If you ask the average person why they should create a last will, they may respond that an estate plan can help you avoid probate court. For many people, keeping an estate out of court is a planning goal, but for those with sizable estates, it may not be feasible in Nevada.
Probate court has the important role of reviewing someone’s estate, validating a last will or estate plan, enforcing the contents of a last will, and divvying up assets in a situation where someone dies without an estate plan. Every state has its own approach to probate, and estate planning strategies that may work in one state to help someone avoid probate will not work in others.

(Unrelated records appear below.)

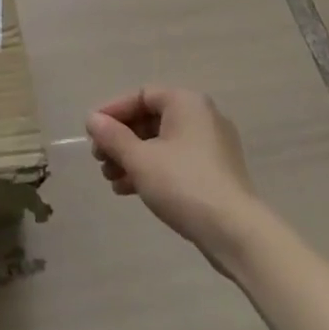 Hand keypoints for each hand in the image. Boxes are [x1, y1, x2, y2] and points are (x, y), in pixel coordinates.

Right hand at [85, 87, 256, 268]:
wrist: (236, 234)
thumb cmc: (184, 184)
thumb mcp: (140, 159)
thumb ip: (112, 137)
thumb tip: (92, 120)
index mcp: (186, 103)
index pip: (141, 96)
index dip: (113, 112)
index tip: (92, 132)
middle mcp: (201, 117)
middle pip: (150, 120)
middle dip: (121, 140)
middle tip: (99, 159)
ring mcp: (212, 147)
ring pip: (161, 144)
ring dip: (132, 158)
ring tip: (110, 179)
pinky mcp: (216, 173)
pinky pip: (176, 162)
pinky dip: (152, 171)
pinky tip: (129, 190)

For those with sizable estates, truly avoiding probate court in Nevada is nearly impossible. According to Nevada probate law, all estates with a total value of $20,000 or more, as well as any estates with real estate included in their inventory of assets, must go through probate court.
Is there a strategy to help high-asset estates avoid probate in Nevada?
To many people, the idea of going through probate court conjures up the idea of substantial delays in access to the assets and the potential loss of funds due to expensive attorney fees and court costs. However, given how strict Nevada is about requiring probate proceedings, the courts are also relatively efficient at reviewing estates in a timely manner.
For those intent on avoiding probate court in Nevada, the only strategy, other than securing residency in another state and attempting to file a last will in that state instead of in Nevada, would be to divest yourself of substantial assets strategically over many years to reduce the value of your estate. Gifts to loved ones or the transfer of assets, like your home, into a trust, can help achieve this goal.
Once the assets included in your estate are worth $10,000 or less, it is possible to ask the courts to set aside the estate, thereby allowing you to avoid probate proceedings. However, for those with large estates, it may not be possible to gift assets to family members in high enough amounts to avoid probate in the future.
How probate protects your estate
Instead of feeling frustrated and upset by the fact that you likely can’t avoid probate for your Nevada estate, it might help to view the process as something that benefits you and your loved ones. The intent behind mandatory probate is to protect testators and heirs.
Requiring sizable estates to go through probate can help reduce the likelihood of fraud, as the courts must always validate the contents of a last will prior to formalizing the administration of an estate. Additionally, going through probate court helps ensure that there is some degree of oversight for the administrator or trustee managing your estate’s administration.